Aileen Kilgore Henderson

Aileen Kilgore Henderson (1921-2023) was an award-winning author of children’s literature who produced all of her major works late in her life. Her first novel for children, The Summer of the Bonepile Monster, was published in 1995, when she was 74 years old. She later published three more children’s books and two memoirs.

Aileen Kilgore Henderson Gertrude Aileen Kilgore Henderson was born in Cedar Cove, Tuscaloosa County, on April 10, 1921, to William O. and Gertrude Kilgore; she was one of five children. In 1928, the family moved to Brookwood, Tuscaloosa County, where the children attended the new consolidated school system. After graduating from high school, Kilgore worked from 1938 to 1942 at the S. H. Kress store in Tuscaloosa. She spent one year (1942-43) as a civil service employee before enlisting in the Women’s Army Corps. After completing basic training at Fort Oglethorpe, Georgia, she worked as an airplane engine mechanic and a photo lab technician at Ellington Air Force Base in Texas from 1944 to 1945.

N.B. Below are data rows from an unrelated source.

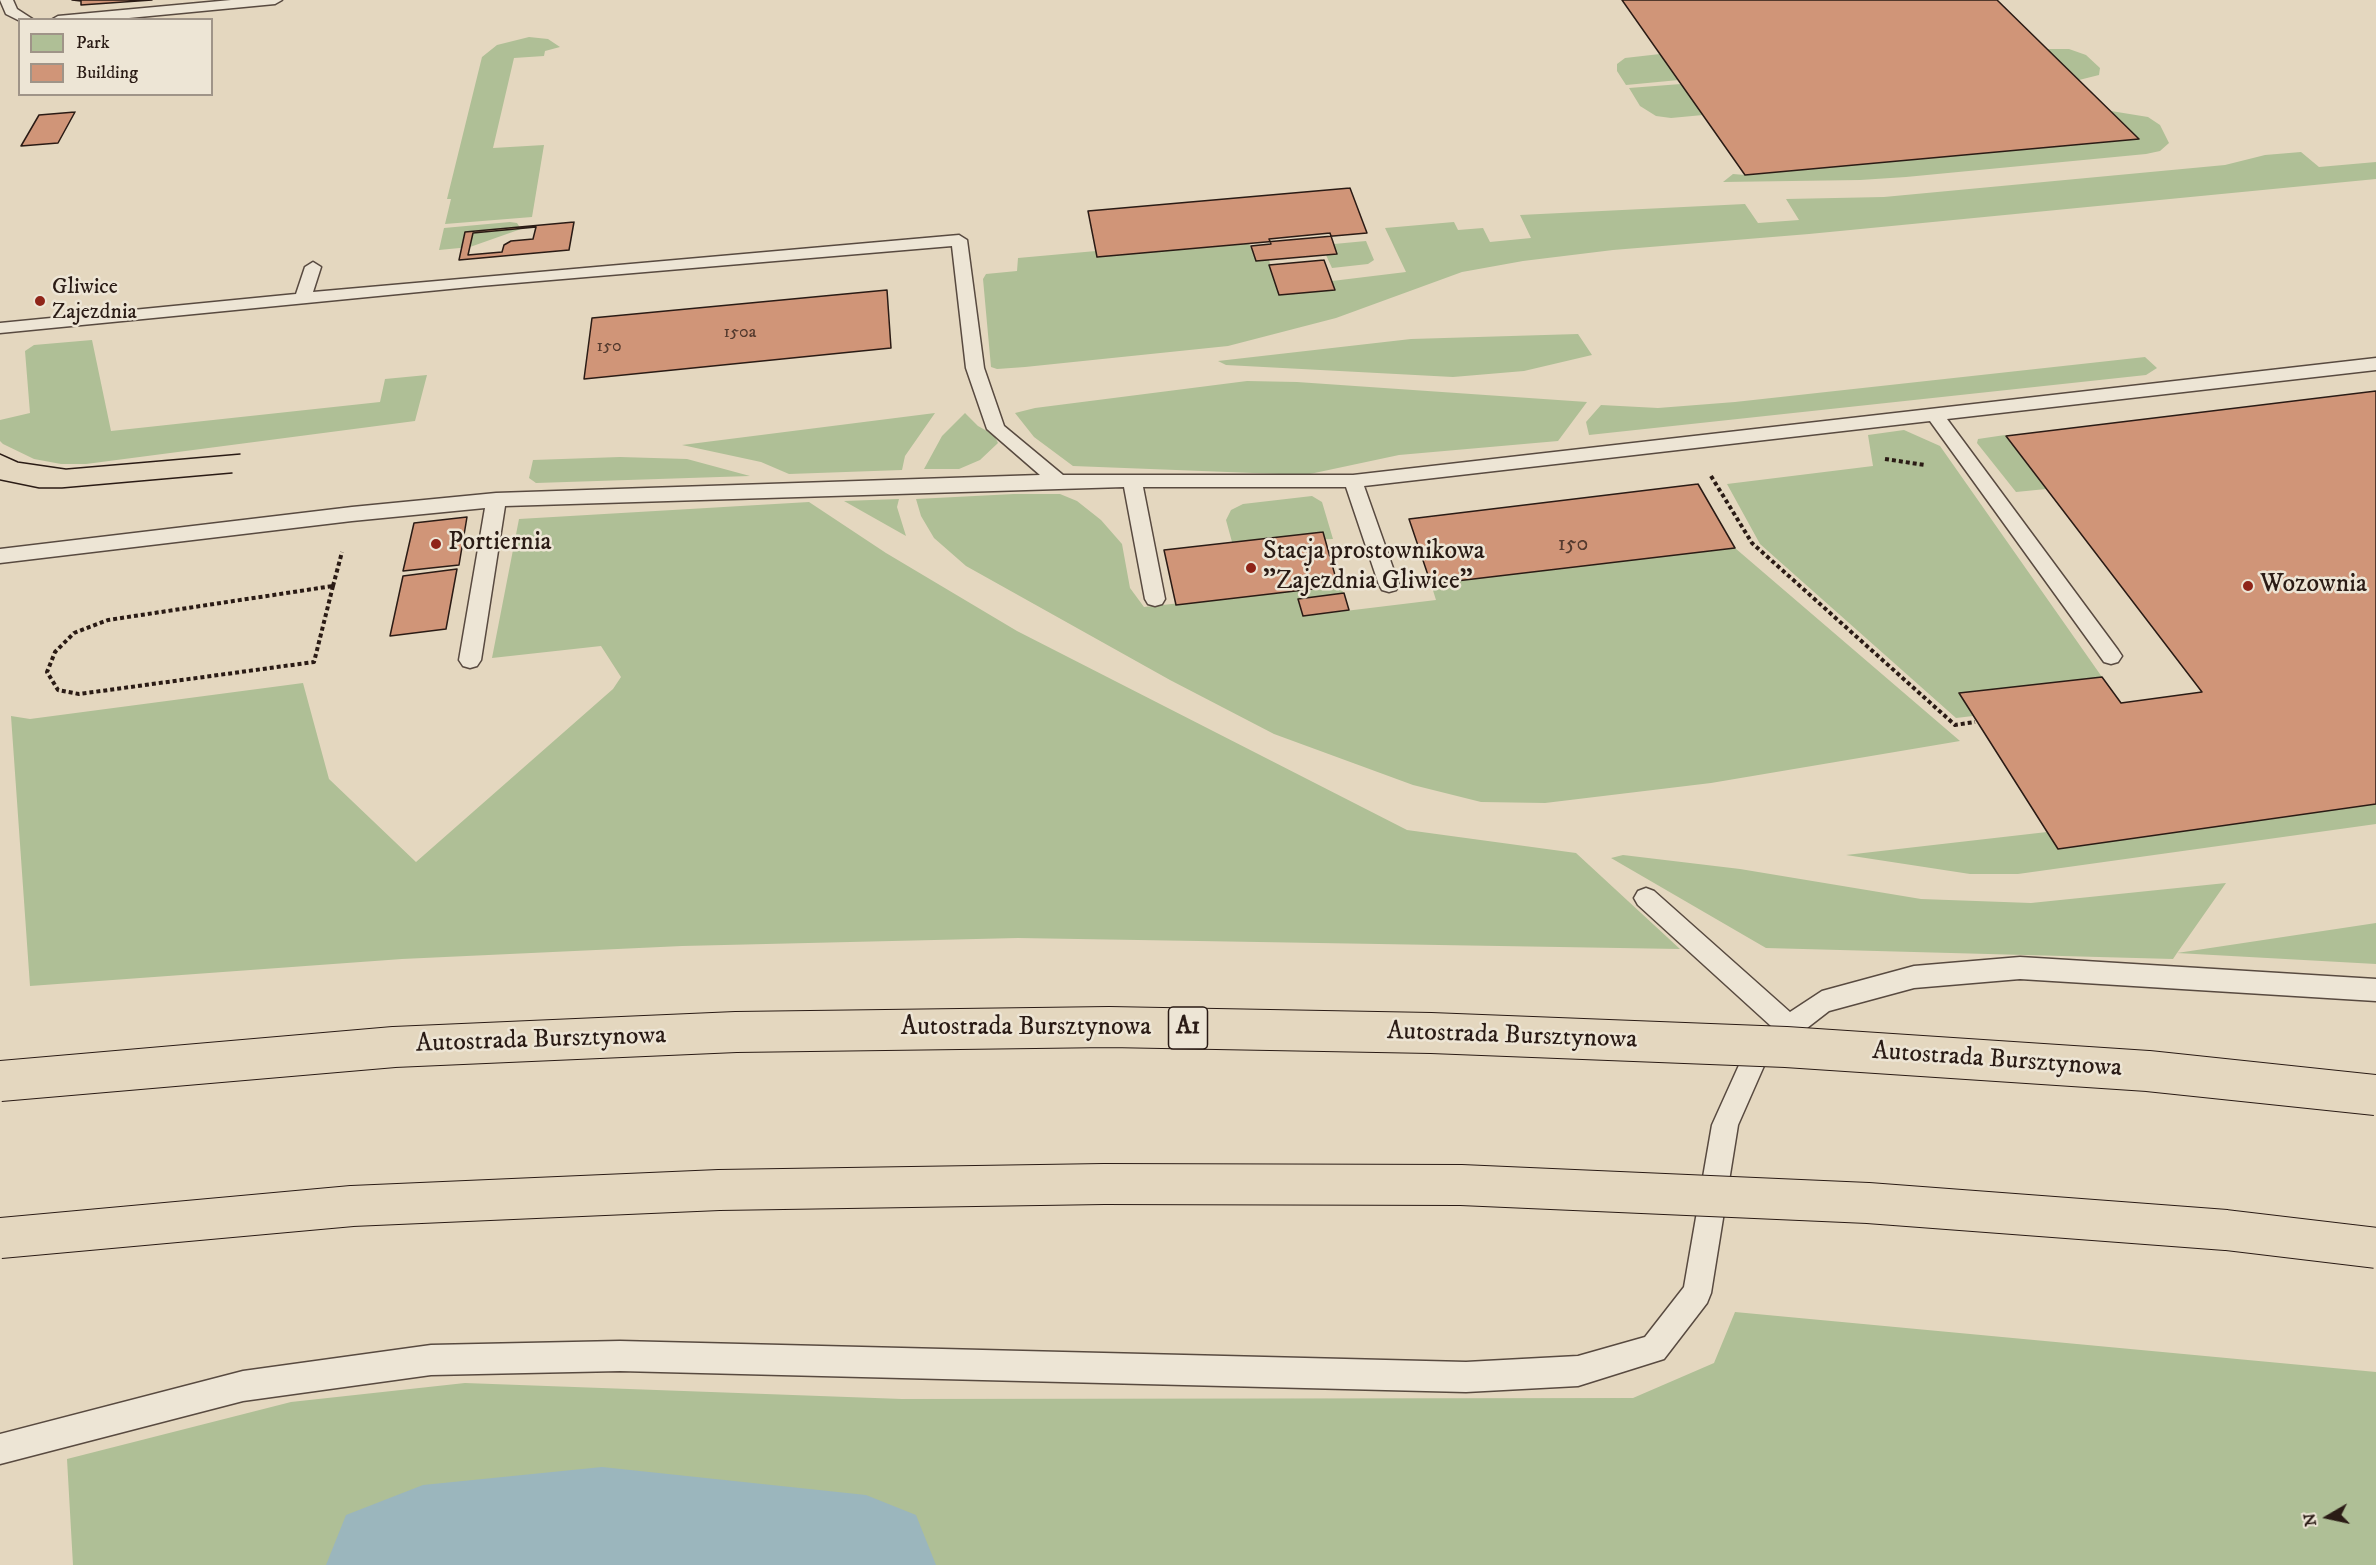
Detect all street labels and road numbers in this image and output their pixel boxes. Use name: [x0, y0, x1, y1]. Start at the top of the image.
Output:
road number: A1: [1168, 1007, 1208, 1049]
street label: Autostrada Bursztynowa: [901, 1013, 1151, 1045]
street label: Autostrada Bursztynowa: [1386, 1017, 1638, 1057]
street label: Autostrada Bursztynowa: [415, 1021, 667, 1061]
street label: Autostrada Bursztynowa: [1871, 1037, 2123, 1085]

Returning home to Alabama after the war, she earned an education degree from the University of Alabama, and in 1950 she began her teaching career in Northport, Tuscaloosa County. By 1952, she was teaching 43 fourth graders for $1,700 a year; finding her time completely absorbed by teaching and school-related duties, she decided to move back to Texas. She accepted a teaching position for $2,600 a year in Panther Junction, located in Big Bend National Park, where she taught grades four through seven from 1952 to 1954.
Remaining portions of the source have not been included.